Martedì 3 marzo, le autorità sud-africane hanno cominciato a dividere i rifugiati dello Zimbabwe che stavano nel campo in diversi gruppi, a seconda dello status legale, il sesso, l’età. Le madri con i bambini, le donne incinta, i bambini non accompagnati sono stati spostati dall’area speciale creata per loro all’interno del campo aperto.

“Le persone senza documenti per la richiesta d’asilo sono stati divisi in due gruppi, i loro nomi registrati e le famiglie separate durante questa operazione. Il Dipartimento per gli Affari interni ha ordinato che tutti i rifugi temporanei dovevano essere demoliti. Questa gente non avrà un posto in cui passare la notte”, ha detto Sara Hjalmarsson, coordinatrice di MSF a Musina. Inoltre non c’è alcuna informazione su come i rifugiati appena arrivati dallo Zimbabwe potranno chiedere asilo. Queste persone, già vulnerabili, sono doppiamente vittime, perché per loro non c’è alcuna certezza.

A coloro che avevano già ricevuto i documenti per l’asilo, ma che sono rimasti al campo perché non avevano altro posto in cui andare, è stato detto di andarsene. E’ probabile che molti di loro si spostino verso la Chiesa Metodista centrale di Johannesburg, dove ci sono 5mila rifugiati dello Zimbabwe che cercano protezione e dove MSF garantisce assistenza medica per 2000 pazienti ogni mese.

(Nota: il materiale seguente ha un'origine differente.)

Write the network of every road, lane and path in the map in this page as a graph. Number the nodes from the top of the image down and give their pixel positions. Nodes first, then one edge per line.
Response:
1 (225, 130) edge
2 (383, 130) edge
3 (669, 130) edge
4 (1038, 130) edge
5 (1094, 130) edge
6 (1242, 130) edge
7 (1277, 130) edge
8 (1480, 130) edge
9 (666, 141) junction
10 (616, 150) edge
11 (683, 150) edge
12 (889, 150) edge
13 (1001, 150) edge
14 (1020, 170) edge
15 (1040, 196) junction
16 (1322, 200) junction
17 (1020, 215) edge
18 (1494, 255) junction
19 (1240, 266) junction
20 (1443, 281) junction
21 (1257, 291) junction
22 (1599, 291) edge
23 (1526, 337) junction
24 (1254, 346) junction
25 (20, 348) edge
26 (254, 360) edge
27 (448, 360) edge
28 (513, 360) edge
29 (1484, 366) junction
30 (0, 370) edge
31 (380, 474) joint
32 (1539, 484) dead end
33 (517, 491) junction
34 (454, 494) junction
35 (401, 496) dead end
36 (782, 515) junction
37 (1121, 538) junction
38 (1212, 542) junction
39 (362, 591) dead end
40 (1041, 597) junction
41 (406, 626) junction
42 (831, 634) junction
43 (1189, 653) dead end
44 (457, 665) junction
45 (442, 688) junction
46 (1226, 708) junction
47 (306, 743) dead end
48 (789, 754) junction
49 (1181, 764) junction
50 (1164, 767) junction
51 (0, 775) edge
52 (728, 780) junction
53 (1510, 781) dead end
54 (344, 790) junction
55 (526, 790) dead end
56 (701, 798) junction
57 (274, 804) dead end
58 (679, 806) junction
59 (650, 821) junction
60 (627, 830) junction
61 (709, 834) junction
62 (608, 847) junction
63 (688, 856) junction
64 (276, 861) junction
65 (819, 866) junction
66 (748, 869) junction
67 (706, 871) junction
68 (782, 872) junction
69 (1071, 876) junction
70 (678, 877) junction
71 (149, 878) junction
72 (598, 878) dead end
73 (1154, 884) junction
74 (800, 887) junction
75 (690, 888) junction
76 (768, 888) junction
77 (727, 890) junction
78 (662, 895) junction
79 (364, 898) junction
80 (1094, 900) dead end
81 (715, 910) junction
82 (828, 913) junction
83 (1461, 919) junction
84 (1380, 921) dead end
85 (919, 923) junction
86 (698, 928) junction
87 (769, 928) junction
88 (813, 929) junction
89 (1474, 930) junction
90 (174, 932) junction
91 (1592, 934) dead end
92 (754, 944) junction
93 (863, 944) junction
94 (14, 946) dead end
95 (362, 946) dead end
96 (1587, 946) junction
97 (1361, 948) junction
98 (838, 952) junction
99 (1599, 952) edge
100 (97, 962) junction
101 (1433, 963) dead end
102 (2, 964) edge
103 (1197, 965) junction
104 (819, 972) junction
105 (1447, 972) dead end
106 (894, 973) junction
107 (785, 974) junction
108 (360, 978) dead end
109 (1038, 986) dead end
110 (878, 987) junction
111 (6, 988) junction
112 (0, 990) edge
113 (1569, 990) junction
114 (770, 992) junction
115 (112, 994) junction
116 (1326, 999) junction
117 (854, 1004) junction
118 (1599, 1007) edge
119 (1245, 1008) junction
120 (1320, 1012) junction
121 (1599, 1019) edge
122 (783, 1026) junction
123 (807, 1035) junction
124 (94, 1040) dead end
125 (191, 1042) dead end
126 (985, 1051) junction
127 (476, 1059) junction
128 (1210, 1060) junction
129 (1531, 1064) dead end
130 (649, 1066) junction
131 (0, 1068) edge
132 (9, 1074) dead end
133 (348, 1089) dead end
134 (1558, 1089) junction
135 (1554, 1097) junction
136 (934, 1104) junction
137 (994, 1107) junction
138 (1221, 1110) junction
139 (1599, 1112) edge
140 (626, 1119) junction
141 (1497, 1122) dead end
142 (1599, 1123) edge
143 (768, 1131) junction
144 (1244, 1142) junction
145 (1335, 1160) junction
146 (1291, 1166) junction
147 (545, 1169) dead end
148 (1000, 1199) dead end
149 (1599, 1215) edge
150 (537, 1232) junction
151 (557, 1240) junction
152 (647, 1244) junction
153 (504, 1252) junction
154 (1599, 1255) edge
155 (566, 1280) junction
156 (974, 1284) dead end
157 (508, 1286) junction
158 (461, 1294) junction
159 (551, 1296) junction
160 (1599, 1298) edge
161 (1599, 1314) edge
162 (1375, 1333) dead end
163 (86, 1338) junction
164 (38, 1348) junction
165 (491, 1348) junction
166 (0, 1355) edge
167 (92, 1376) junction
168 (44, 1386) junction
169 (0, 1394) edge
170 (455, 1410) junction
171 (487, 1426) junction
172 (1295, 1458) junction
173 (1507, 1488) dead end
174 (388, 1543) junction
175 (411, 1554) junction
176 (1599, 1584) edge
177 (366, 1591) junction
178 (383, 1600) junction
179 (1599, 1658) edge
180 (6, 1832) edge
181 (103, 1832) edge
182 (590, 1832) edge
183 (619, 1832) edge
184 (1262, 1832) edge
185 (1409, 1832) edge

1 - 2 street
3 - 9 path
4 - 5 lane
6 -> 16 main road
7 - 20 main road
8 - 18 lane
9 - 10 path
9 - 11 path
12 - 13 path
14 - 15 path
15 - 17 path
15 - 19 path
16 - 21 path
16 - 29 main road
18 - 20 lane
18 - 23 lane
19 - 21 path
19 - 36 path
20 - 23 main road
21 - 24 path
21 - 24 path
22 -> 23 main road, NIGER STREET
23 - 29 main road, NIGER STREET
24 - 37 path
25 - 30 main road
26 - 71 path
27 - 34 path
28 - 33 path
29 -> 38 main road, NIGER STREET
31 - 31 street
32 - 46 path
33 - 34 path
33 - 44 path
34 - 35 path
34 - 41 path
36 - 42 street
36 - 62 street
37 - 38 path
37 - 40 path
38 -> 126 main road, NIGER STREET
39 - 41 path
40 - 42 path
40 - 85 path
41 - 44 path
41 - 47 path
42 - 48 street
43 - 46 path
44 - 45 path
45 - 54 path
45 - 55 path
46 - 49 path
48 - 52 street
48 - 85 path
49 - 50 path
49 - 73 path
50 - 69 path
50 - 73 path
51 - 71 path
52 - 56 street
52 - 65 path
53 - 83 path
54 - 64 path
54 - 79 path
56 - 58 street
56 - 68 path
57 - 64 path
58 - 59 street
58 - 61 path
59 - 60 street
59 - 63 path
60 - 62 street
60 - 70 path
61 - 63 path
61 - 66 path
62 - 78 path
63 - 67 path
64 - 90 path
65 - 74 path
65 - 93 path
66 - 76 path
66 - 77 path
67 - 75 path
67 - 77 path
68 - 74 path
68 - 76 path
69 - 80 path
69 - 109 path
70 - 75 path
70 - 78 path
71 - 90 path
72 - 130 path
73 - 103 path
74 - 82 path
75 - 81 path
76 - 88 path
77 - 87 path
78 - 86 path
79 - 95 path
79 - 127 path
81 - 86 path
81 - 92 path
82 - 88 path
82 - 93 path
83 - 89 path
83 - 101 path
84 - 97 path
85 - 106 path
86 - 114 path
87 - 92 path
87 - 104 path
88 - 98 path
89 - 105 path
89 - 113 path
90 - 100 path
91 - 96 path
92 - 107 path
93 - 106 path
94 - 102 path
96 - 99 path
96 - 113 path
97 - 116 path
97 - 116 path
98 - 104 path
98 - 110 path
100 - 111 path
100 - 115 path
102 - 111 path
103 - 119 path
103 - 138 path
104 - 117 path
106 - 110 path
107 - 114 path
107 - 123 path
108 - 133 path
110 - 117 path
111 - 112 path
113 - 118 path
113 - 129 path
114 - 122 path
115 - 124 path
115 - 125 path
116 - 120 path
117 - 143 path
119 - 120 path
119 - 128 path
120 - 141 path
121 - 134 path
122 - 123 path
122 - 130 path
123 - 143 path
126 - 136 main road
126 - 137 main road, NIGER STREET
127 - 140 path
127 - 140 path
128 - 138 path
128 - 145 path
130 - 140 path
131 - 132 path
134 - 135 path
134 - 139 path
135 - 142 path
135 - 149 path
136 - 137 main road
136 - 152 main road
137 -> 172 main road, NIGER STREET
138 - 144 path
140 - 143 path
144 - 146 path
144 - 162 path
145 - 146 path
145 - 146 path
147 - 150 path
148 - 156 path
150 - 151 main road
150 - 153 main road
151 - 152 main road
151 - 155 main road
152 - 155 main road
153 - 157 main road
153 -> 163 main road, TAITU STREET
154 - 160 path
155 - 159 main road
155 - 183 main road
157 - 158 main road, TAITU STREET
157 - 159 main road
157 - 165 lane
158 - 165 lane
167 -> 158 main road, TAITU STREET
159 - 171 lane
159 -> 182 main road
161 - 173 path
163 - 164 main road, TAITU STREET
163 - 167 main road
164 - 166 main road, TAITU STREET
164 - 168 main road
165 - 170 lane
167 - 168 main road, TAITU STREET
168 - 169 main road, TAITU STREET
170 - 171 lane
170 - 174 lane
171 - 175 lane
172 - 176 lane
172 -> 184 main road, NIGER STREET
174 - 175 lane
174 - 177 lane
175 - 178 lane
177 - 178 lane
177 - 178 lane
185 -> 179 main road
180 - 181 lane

“Siamo sconcertati per questa improvvisa decisione, visto che abbiamo preso parte a numerose discussioni con le autorità sudafricane, le agenzie dell’ONU e le ONG a Musina per trovare una soluzione accettabile per i rifugiati dello Zimbabwe che si trovano a Musina”, ha detto Rachel Cohen. “Ancora una volta, MSF chiede al Governo del Sudafrica di bloccare le deportazioni e fornire adeguata assistenza umanitaria ai rifugiati”.

MSF lavora dal 2007 con i rifugiati dello Zimbabwe che cercano asilo in Sudafrica, sia a Musina che a Johannesburg. A metà del 2008 MSF ha risposto ai bisogni dei rifugiati di diverse nazionalità vittime della violenza xenofoba, e alla fine del 2008 ha fornito aiuto medico, acqua e ha realizzato interventi igienico-sanitari per rispondere all’epidemia di colera sia a Musina e Johannesburg.